Oleh : Arif Budiwinarto | Jumat, 19 Juli 2019 | 19:24 WIB
Menang Straight Set, Minions Melaju ke Semifinal
(Foto: inilahcom/Eusebio Chrysnamurti)

INILAHCOM, Jakarta - Ganda putra Indonesia, Marcus Fernaldi Gideon/Kevin Sanjaya Sukamuljo, memastikan satu tempat di semifinal Indonesia Open 2019 level 1000. Di semifinal, Minions akan kembali jumpa wakil China.

Di babak perempatfinal, Marcus/Kevin menghadapi ganda putra China, Zhang Nan/Xuan Yi ou, di Istora, Senayan, Jumat (19/7/2019) sore WIB. Ini merupakan debut pasangan Ou/Zhang di Indonesia Open. Tahun sebelumnya, Zhang Nan tampil bersama Liu Cheng.

Marcus/Kevin unggul cepat 7-4, Minions menjauhkan keunggulan 11-4 di interval. Ou/Zhang masih belum mampu meladeni permainan smash kencang serta drop shot Kevin/Marcus. Tanpa kesulitan berarti, Marcus/Kevin menutup gim pertama dengan keunggulan 21-12.

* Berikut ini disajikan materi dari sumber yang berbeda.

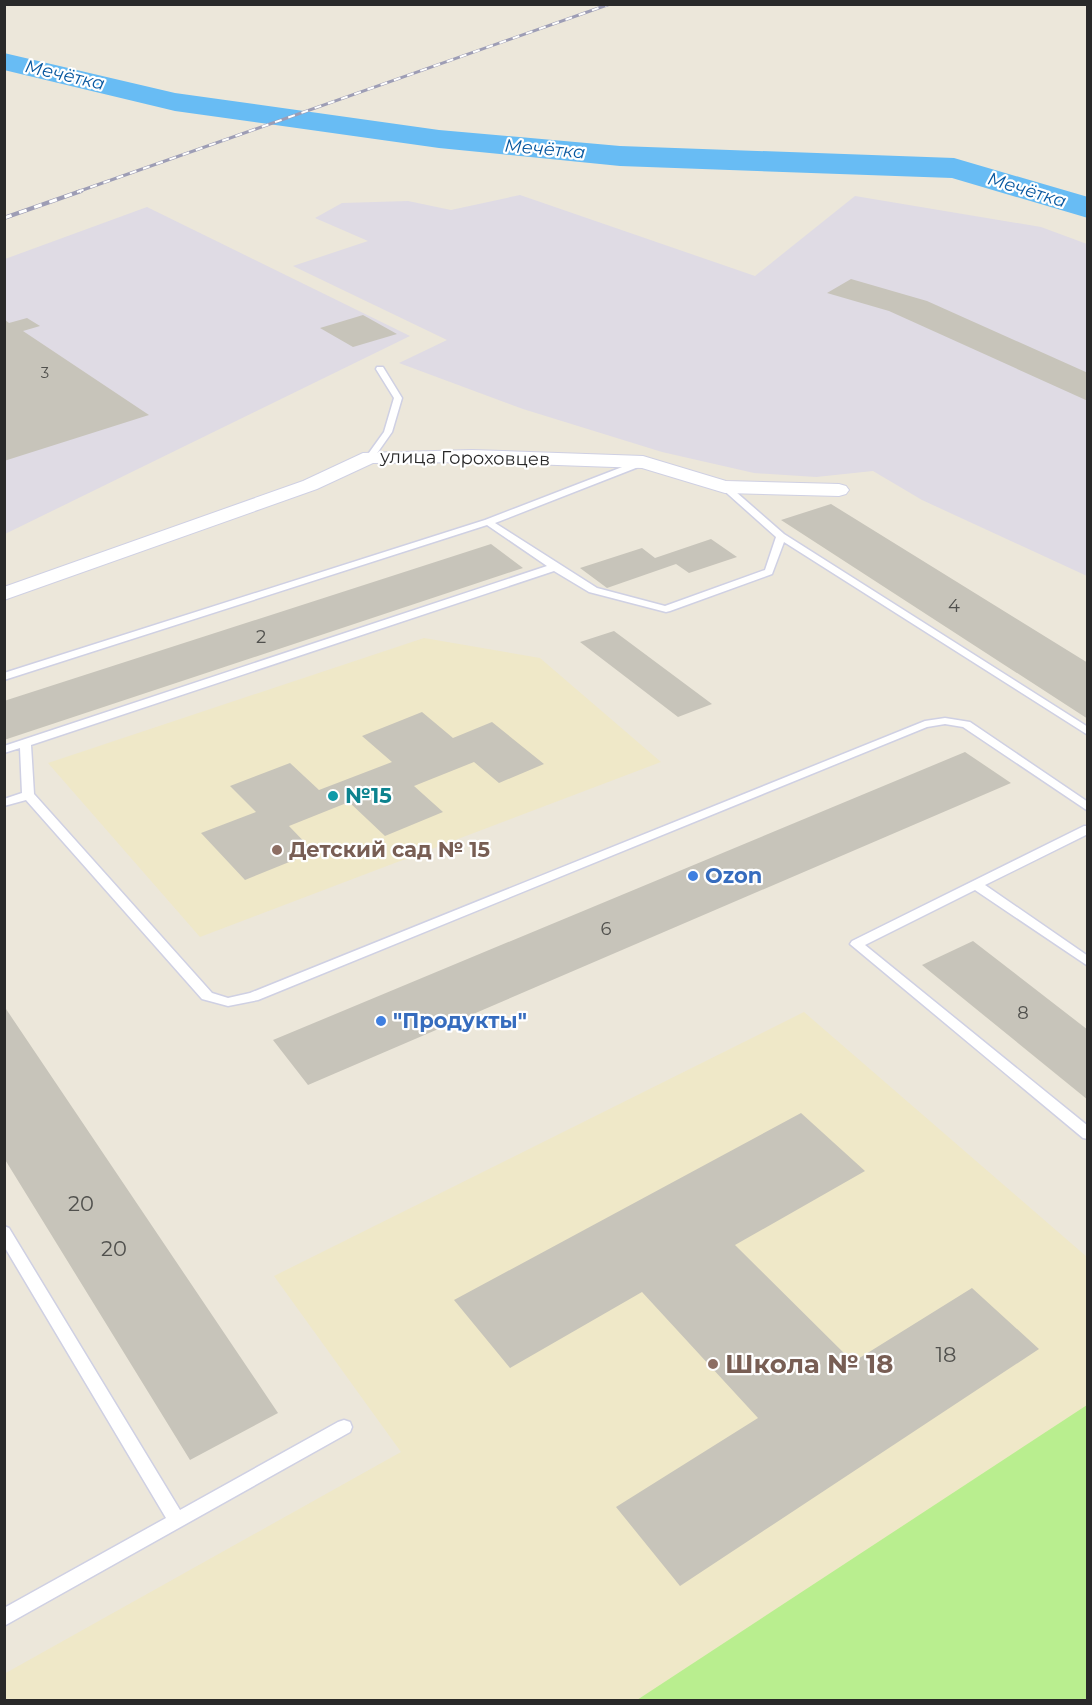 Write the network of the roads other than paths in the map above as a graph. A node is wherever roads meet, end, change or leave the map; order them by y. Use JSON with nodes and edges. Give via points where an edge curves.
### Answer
{"nodes":[{"id":1,"x":380,"y":369,"type":"dead end"},
{"id":2,"x":369,"y":457,"type":"junction"},
{"id":3,"x":643,"y":462,"type":"junction"},
{"id":4,"x":725,"y":487,"type":"junction"},
{"id":5,"x":839,"y":490,"type":"dead end"},
{"id":6,"x":488,"y":522,"type":"junction"},
{"id":7,"x":781,"y":536,"type":"junction"},
{"id":8,"x":555,"y":567,"type":"junction"},
{"id":9,"x":4,"y":594,"type":"edge"},
{"id":10,"x":4,"y":677,"type":"edge"},
{"id":11,"x":1088,"y":732,"type":"edge"},
{"id":12,"x":25,"y":743,"type":"junction"},
{"id":13,"x":4,"y":750,"type":"edge"},
{"id":14,"x":28,"y":795,"type":"junction"},
{"id":15,"x":4,"y":803,"type":"edge"},
{"id":16,"x":1088,"y":808,"type":"edge"},
{"id":17,"x":1088,"y":829,"type":"edge"},
{"id":18,"x":977,"y":885,"type":"junction"},
{"id":19,"x":1088,"y":962,"type":"edge"},
{"id":20,"x":1088,"y":1134,"type":"edge"},
{"id":21,"x":4,"y":1232,"type":"edge"},
{"id":22,"x":344,"y":1427,"type":"dead end"},
{"id":23,"x":177,"y":1521,"type":"junction"},
{"id":24,"x":4,"y":1618,"type":"edge"}],
"edges":[{"from":1,"to":2,"type":"lane","via":[[398,398],[388,432]]},
{"from":2,"to":3,"type":"street","name":"улица Гороховцев"},
{"from":2,"to":9,"type":"street","name":"улица Гороховцев","via":[[310,485]]},
{"from":3,"to":4,"type":"street","name":"улица Гороховцев"},
{"from":3,"to":6,"type":"lane"},
{"from":4,"to":5,"type":"street","name":"улица Гороховцев"},
{"from":4,"to":7,"type":"lane"},
{"from":6,"to":8,"type":"lane"},
{"from":6,"to":10,"type":"lane"},
{"from":7,"to":8,"type":"lane","via":[[770,572],[666,609],[593,590]]},
{"from":7,"to":11,"type":"lane"},
{"from":8,"to":12,"type":"lane"},
{"from":12,"to":13,"type":"lane"},
{"from":12,"to":14,"type":"lane"},
{"from":14,"to":15,"type":"lane"},
{"from":14,"to":16,"type":"lane","via":[[207,996],[228,1002],[253,997],[925,724],[966,724]]},
{"from":17,"to":18,"type":"lane"},
{"from":18,"to":19,"type":"lane"},
{"from":18,"to":20,"type":"lane","via":[[856,944]]},
{"from":21,"to":23,"type":"lane"},
{"from":22,"to":23,"type":"lane"},
{"from":23,"to":24,"type":"lane"}]} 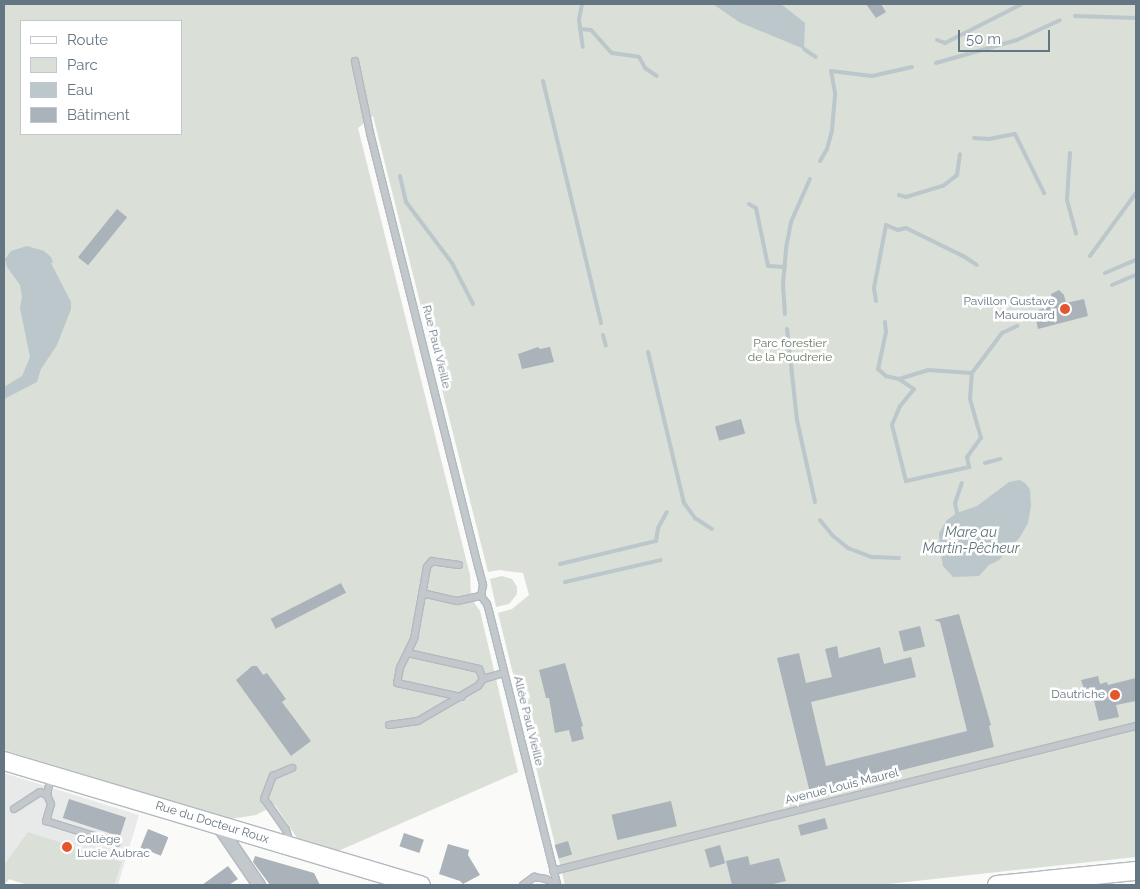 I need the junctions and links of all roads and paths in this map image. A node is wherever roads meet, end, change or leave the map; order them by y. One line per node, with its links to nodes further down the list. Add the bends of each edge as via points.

Di gim kedua, Ou/Zhang mampu memberikan perlawanan berarti setelah mereka tertinggal 11-8 di interval. Pasangan China sempat menyamakan skor 15-15, tetapi laju Minions tetap tak terbendung dan menyudahi laga dengan keunggulan 21-16.

"Hari ini kami bermain cukup baik dan bisa mengontrol. Tapi sebenarnya lawan juga bermain sangat baik. Mereka punya kecepatan dan serangan-serangan yang bagus. Tap2i kami lebih siap," kata Kevin dalam jumpa pers.

"Menurut saya karena ini partner baru, dan tadi partner-nya lebih banyak mati. Baru laga awal juga, tadi masih terlihat banyak nervous-nya," tambah Marcus.

Di babak semifinal, Marcus/Kevin kembali jumpa ganda putra China, Li Jun Hui/Liu Yu chen. Menilik rekor pertemuan kedua pasangan, Minions punya rekor kemenangan 8-2 dari unggulan ketiga itu.

Namun demikian, Marcus/Kevin tak mau jemawa, pasalnya catatan tersebut tak bisa menjadi tolok ukur hasil akhir pertandingan besok. Kevin memastikan ia dan Marcus sudah tahu apa kekuatan dan kelemahan ganda putra unggulan ketiga itu.

"Ya head-to-head ga pengaruh. Kalo udah di lapangan mulai 0-0 lagi, kecuali misalnya pas mulai pertandingan kami sudah 8-0. Kalo ini kita udah sama-sama tahu kelemahan dan kelebihan. Walaupun menang head-to-head, mereka ga pernah mudah dikalahkan."

"Pasti mereka serangannya kencang, tenaganya kuat. Mereka tinggi-tinggi juga, jadi bola atasnya lebih susah (diantisipasi)," pungkas Kevin.